La historia, en forma de diálogo, me llegó hace unos días en forma de correo reenviado por una buena amiga y lectora de este blog. A pesar de haber leído un par de biografías del personaje en cuestión jamás había escuchado este relato que me puso los pelos de punta.
A nadie que me lea con cierta continuidad se le escapa que soy persona de convicciones religiosas, aunque jamás hago proselitismo de ello ni soy de los que largan encíclicas sobre la materia, porque ni estoy capacitado ni considero que deba ser ésa cuestión pública. Todos mis posicionamientos ideológicos, filosóficos o culturales corren muy al margen de esas creencias, precisamente porque respeto las creencias (o las no creencias) de los demás, y porque considero que ésa es mi parte más íntima, casi como una relación y siento hasta pudor cuando hablo sobre ello. Cuando lo hago, que es en contadísimas ocasiones.

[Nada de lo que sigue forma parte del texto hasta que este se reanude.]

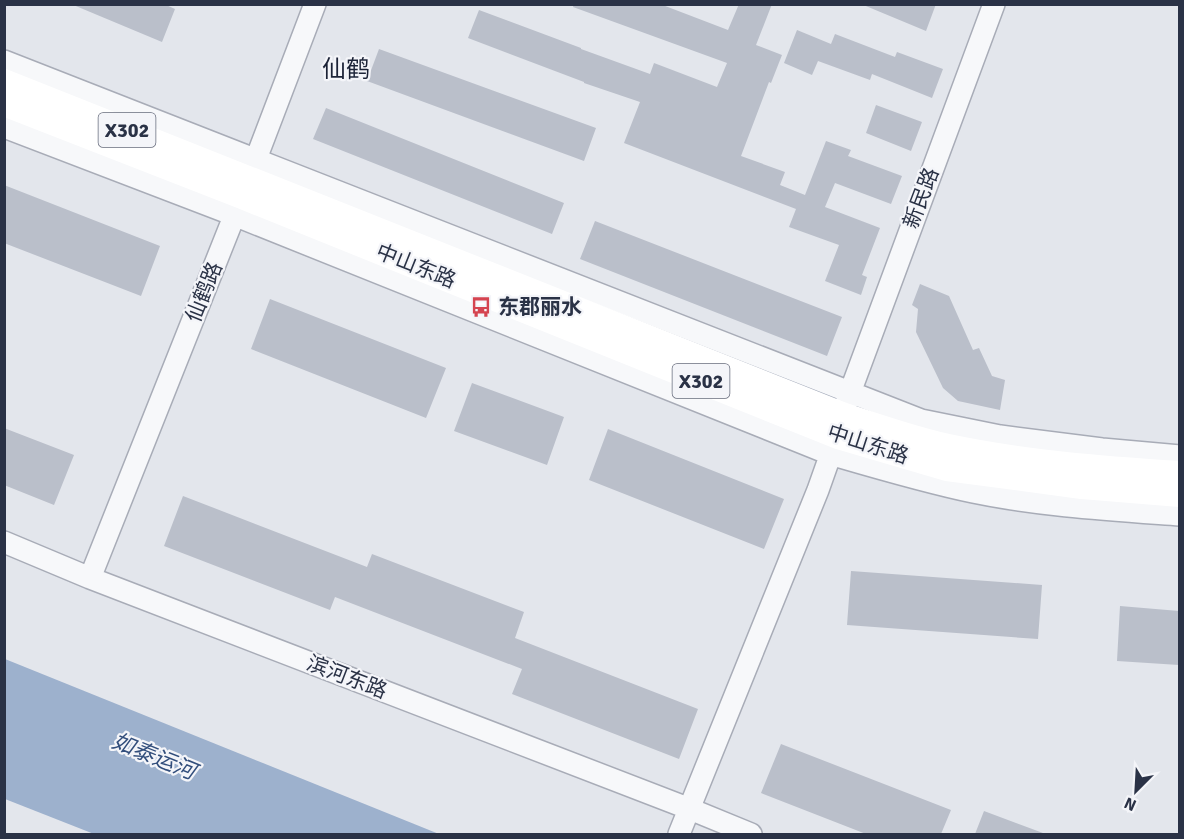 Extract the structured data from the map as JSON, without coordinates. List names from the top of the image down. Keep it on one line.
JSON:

Sin embargo, en los tiempos que corren, en los que tan denostada está la fe y tan manipulada o tergiversada por unos y por otros, encontrar historias como la que voy a transcribir a continuación son como un manantial de agua en mitad de un páramo. Refleja parte de mi pensamiento y la destrucción de contradicciones aparentes, pero carentes del más mínimo sentido.
Y ya guardo silencio. Que hable la Historia.
Nota: Aguarda hasta el final del relato para conocer el final. Es más desconcertante.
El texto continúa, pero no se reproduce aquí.